Oleh sebab itu dalam penelitian disertasi ini, peneliti melakukan tahapan sebagai berikut: 1.
Peneliti mengumpulkan data baik dokumentasi, hasil wawancara dan observasi partisipasi pelaku kreatif yang menjadi informan kunci pada kategori pelaku kreatif yang telah ditentukan. Waktu yang diperlukan untuk 73
melakukan pengumpulan data tidak terbatas sampai peneliti tidak lagi mendapatkan data baru dari informan. 2. Atas rekomendasi informan kunci peneliti melakukan wawancara dan observasi jaringan informan dalam komunitas maupun industri kreatif termasuk berbagai institusi (pendidikan, lingkungan, keluarga) yang pernah terlibat dan berinteraksi dengan informan. 3. Data yang diperoleh kemudian dianalisis untuk mendapatkan hasil analisis dan direpresentasikan sesuai penulisan etnografi.
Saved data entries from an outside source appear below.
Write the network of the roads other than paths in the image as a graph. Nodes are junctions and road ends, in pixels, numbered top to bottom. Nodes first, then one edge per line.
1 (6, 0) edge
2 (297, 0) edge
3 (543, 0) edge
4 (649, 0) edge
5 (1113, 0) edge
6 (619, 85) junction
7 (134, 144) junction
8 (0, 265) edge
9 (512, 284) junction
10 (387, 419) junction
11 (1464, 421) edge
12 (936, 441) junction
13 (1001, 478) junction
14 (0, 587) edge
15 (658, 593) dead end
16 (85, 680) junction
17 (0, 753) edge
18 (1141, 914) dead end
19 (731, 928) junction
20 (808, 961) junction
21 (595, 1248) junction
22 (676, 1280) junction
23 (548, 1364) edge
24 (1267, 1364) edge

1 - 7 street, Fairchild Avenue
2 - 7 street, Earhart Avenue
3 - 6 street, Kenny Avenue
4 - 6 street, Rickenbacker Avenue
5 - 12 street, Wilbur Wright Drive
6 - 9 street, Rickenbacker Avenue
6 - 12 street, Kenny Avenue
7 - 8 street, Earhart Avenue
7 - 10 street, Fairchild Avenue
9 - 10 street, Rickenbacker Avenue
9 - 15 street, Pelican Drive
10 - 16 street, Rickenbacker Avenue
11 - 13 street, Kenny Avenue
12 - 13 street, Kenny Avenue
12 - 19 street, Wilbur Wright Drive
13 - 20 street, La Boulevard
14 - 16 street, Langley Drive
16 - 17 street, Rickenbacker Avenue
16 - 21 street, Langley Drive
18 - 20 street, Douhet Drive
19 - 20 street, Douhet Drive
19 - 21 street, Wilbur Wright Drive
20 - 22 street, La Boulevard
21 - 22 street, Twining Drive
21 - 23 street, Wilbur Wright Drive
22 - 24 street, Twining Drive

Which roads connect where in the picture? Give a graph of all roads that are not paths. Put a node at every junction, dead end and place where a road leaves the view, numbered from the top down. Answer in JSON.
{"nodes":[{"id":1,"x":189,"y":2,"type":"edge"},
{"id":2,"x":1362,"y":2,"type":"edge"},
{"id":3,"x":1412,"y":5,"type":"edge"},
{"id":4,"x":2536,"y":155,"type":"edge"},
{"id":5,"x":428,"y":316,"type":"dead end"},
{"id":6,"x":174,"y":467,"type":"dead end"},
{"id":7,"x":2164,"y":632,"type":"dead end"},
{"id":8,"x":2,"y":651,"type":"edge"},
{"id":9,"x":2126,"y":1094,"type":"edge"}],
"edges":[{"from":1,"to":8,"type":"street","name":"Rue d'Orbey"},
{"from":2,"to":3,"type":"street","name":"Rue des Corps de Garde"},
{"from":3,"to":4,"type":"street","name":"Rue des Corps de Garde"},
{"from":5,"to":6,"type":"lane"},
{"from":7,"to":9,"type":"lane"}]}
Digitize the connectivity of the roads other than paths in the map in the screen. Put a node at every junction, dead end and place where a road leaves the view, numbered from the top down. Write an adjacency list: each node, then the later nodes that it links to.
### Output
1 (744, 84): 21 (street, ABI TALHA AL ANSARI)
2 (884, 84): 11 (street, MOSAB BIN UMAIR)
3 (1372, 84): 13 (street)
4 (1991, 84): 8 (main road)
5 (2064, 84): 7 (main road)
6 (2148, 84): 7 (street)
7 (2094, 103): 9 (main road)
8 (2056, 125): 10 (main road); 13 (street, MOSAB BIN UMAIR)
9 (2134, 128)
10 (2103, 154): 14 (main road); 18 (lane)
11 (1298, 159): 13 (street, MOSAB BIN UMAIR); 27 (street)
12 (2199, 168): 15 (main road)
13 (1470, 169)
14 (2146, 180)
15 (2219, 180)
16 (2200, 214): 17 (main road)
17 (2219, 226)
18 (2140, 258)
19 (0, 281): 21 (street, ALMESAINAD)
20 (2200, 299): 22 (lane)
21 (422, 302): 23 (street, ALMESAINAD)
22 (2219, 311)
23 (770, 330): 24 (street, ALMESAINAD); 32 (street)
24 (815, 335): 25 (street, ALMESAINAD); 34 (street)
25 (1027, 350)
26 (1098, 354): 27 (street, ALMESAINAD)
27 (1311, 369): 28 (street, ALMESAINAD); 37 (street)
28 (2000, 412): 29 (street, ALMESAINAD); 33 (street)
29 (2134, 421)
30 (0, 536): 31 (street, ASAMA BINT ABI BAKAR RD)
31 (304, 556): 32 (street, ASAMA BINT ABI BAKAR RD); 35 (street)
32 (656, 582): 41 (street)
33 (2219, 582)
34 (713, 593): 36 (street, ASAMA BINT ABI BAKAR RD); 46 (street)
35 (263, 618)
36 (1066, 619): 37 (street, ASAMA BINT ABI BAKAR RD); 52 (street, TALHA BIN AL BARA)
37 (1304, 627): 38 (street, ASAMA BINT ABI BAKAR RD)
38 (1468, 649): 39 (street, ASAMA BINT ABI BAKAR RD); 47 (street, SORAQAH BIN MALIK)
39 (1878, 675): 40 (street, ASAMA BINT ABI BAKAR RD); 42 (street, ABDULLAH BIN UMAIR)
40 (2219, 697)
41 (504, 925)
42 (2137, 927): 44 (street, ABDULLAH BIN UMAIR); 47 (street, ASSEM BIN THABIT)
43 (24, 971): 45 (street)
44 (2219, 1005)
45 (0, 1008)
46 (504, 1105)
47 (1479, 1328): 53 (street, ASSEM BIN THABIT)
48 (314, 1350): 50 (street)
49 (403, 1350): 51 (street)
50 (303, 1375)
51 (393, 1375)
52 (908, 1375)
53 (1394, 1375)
1.7. Sistematika Penulisan Bab pertama atau pendahuluan menguraikan latar belakang, rumusan masalah, tujuan penelitian, tinjauan pustaka, kerangka teoretis, metode penelitian dan sistematika penulisan. Bab kedua memaparkan kajian sejarah kota dan ekonomi kreatif Bandung berdasarkan tinjauan pustaka atau hasil penelitian sebelumnya. Pembabakan sejarah ini dibagi menjadi 4 (empat) yaitu Bandung kota kreatif, ekonomi kreatif kota Bandung, pengertian dan ciri ekonomi kreatif serta ruang kreatif dan bangunan kota Bandung. Bab tiga menjelaskan fashion dan clothing sebagai sektor ekonomi kreatif yang berkembang di Bandung. Untuk mempermudah pembaca bab ini dibagi menjadi 4 (empat) subbab yaitu teori fashion dan clothing, pakaian Sunda masa prakolonial, fashion masa kolonial dan pascakolonial dan industri clothing. 74
Bab empat menggambarkan brikolase sebagai praktik artikulasi dalam diferensiasi produk. Pembahasan jenis brikolase yaitu brikolase hybrid disharmonis, brikolase non hybrid disharmonis, brikolase hybrid harmonis, brikolase hybrid disharmonis dan brikolase non hybrid harmonis. Bab lima membahas model diferensiasi produk dan struktur modal. Model diferensiasi produk yang dibahas antara lain tritangtu regeneratif statis, tritangtu regeneratif dinamis-harmonis, tritangtu regeneratif dinamis-kompromis dan tritangtu regeneratif dinamis-disharmonis. Sedangkan struktur modal dikelompokkan menurut 6 arena yaitu arena industri fashion, arena industri fashion show, arena industri pameran/instalasi, arena pertunjukan/performance art, arena perlombaan desain dan arena komunitas. Bab enam memberikan kesimpulan dan rekomendasi penelitian selanjutnya tentang praktik artikulasi dalam diferensiasi pelaku kreatif grafis fashion.